KONTAN.CO.ID - JAKARTA. Harga minyak dunia kembali menanjak setelah sempat turun pada awal November 2023 ke US$ 80,44 per barel. Diprediksi harganya masih mampu meningkat seiring tensi geopolitik Timur Tengah yang belum mereda.

Research & Development ICDX Revandra Aritama mengatakan, ancaman eskalasi lebih lanjut konflik Israel-Hamas dapat meluas ke konflik regional.
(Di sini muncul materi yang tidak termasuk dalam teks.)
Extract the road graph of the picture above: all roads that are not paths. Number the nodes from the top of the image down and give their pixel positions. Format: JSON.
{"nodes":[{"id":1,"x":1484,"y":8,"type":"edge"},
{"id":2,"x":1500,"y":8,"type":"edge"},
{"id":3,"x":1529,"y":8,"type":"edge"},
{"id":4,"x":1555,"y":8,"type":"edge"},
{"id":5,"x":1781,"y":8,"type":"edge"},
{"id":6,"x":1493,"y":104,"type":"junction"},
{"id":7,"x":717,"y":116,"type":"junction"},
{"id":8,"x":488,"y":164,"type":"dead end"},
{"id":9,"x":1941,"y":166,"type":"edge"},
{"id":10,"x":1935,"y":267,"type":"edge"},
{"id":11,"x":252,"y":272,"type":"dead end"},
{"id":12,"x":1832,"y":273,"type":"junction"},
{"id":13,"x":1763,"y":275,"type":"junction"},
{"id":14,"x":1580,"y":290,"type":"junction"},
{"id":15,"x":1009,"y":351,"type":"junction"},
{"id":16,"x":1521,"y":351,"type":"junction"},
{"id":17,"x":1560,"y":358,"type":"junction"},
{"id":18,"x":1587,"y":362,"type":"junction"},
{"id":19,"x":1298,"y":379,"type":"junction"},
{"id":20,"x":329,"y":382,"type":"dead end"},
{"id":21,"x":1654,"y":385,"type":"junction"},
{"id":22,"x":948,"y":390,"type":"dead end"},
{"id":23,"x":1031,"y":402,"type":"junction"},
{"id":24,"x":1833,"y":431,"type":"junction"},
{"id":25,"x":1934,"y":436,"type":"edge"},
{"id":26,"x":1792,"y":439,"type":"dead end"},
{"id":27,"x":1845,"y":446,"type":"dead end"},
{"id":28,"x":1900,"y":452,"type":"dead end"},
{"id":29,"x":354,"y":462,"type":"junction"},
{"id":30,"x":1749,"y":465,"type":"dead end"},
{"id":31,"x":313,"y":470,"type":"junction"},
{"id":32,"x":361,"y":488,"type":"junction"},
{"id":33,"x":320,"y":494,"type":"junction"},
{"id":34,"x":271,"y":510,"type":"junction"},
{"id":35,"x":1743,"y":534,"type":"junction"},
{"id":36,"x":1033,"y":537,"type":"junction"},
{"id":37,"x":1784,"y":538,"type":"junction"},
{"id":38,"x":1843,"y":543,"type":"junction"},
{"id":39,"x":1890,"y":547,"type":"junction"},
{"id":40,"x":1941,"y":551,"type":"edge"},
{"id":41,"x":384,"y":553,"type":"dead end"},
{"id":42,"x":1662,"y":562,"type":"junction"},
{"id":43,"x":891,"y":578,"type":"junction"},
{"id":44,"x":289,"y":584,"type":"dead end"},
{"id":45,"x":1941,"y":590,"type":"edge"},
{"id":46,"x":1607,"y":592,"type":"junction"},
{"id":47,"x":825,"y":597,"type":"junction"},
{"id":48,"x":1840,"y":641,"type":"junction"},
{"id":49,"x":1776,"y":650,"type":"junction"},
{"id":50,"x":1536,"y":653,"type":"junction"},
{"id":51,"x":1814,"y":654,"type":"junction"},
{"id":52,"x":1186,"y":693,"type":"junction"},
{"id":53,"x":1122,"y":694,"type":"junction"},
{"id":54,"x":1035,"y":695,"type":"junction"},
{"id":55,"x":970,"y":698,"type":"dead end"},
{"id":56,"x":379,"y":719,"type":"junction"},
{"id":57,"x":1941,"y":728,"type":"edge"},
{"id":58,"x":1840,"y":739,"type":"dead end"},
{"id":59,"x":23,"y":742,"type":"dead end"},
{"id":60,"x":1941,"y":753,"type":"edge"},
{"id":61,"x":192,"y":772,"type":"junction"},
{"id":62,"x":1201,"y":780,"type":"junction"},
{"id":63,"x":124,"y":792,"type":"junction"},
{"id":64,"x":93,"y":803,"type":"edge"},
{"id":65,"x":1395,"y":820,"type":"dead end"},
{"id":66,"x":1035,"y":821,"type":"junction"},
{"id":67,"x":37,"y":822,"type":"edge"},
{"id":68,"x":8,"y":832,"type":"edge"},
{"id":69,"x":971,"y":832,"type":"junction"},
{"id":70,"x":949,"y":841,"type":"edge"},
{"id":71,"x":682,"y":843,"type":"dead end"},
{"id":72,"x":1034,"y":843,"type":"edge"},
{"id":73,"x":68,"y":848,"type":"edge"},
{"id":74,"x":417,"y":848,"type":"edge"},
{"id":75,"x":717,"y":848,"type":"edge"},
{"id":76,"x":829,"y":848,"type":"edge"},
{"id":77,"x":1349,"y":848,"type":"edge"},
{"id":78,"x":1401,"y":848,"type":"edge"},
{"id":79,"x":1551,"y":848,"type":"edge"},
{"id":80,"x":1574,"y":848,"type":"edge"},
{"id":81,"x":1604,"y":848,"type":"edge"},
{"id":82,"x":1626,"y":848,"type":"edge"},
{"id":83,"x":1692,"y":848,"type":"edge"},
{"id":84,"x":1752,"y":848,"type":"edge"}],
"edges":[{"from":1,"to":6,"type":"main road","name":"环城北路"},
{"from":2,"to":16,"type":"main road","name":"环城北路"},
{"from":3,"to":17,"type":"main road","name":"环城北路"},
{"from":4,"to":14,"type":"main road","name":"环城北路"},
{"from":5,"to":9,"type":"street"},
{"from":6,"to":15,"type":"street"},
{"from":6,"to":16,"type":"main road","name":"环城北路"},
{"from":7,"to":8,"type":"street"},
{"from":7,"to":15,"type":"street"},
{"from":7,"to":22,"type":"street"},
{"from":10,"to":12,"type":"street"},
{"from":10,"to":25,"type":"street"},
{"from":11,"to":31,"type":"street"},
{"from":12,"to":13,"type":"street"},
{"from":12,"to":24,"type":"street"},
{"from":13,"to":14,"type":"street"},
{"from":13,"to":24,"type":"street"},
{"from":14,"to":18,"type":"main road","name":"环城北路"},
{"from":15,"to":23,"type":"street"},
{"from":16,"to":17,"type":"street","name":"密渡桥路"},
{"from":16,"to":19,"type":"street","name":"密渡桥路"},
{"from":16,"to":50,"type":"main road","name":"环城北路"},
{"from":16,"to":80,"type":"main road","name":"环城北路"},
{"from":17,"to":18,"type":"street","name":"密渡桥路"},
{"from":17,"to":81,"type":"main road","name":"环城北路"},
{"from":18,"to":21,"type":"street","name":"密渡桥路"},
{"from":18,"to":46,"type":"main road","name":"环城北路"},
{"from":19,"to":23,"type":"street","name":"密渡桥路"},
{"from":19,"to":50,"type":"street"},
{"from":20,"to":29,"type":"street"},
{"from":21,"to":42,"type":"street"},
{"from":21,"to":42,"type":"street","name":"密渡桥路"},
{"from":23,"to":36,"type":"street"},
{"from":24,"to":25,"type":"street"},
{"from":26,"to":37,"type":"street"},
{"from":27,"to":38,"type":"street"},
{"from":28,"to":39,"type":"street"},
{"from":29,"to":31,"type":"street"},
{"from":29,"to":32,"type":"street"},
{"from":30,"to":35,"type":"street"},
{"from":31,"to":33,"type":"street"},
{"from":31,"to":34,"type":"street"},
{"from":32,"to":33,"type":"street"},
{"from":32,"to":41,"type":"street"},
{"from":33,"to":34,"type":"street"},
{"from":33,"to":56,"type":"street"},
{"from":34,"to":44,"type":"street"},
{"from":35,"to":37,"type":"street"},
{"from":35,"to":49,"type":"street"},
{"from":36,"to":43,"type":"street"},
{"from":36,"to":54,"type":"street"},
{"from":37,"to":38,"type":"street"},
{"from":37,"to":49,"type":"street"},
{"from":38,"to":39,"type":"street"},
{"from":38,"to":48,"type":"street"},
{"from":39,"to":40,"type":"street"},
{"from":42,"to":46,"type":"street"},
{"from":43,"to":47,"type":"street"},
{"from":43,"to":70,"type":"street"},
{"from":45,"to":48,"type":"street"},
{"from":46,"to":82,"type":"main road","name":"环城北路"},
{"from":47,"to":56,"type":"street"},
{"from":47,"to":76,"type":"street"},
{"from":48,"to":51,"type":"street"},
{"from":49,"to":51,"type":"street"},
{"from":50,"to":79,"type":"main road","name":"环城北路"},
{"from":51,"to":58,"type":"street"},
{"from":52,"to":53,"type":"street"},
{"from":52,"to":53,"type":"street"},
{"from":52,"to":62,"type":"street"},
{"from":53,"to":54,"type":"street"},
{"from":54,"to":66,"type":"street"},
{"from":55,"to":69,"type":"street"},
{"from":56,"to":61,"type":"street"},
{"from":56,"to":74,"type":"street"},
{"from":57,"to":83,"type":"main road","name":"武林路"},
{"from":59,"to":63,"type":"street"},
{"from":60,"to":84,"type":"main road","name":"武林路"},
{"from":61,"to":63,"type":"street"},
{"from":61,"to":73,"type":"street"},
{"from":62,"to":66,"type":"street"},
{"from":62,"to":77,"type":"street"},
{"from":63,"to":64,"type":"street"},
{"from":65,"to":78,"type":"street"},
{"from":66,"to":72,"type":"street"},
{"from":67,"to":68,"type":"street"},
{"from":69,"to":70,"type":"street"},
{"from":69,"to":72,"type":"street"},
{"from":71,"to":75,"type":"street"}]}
Sehingga berpotensi mengganggu kestabilan di wilayah Timur Tengah yang memasok sekitar sepertiga minyak dunia.

Meski sejauh ini belum terlihat dampaknya terhadap pasokan minyak, namun untuk pasar gas telah terdampak. "Ladang gas Tamar ditutup oleh Israel setelah serangan Hamas awal bulan ini dan Mesir yang mengimpor gas dari Israel mengatakan bahwa impor telah turun hingga nol," ujarnya kepada Kontan.co.id, Jumat (3/11).


Di sisi lain, potensi kenaikan harga minyak juga dari pengetatan pasokan. Pelaku pasar memperkirakan eksportir minyak terbesar, Arab Saudi kemungkinan memulai kembali perpanjangan pengurangan produksi minyak secara sukarela sebesar 1 juta barel per hari hingga bulan Desember.

Baca Juga: Harga Minyak Dunia Bisa Terdorong dari Lanjutan Pengurangan Pasokan oleh OPEC+

Perlu diingat bahwa Arab Saudi pertama kali melakukan pemotongan sukarela pada bulan Juli sebagai tambahan dari kesepakatan pembatasan pasokan yang dicapai pada bulan Juni oleh OPEC+. Kerajaan Arab Saudi mengatakan pada bulan September bahwa mereka akan memperpanjang pemotongan tersebut hingga akhir tahun, dan meninjau kembali keputusan tersebut bulanan.\

Selain itu, pasar menunggu pertemuan OPEC+ di bulan November untuk memberikan gambaran pasar mengenai kebijakan minyak mentah lebih lanjut. "Pada pertemuan OPEC+ bulan Juli, para anggota terlihat membatasi pasokan hingga tahun 2024," terang Revandra.

Hingga akhir tahun, ICDX memproyeksikan harga minyak dunia bergerak di range US$ 78 per barel- US$ 90 per barel. Adapun potensi pelemahan dari dari pengetatan kebijakan lanjutan suku bunga The Fed pada tahun 2024 karena kebijakan kenaikan suku bunga yang agresif dapat memperlambat perekonomian dan mengurangi permintaan energi.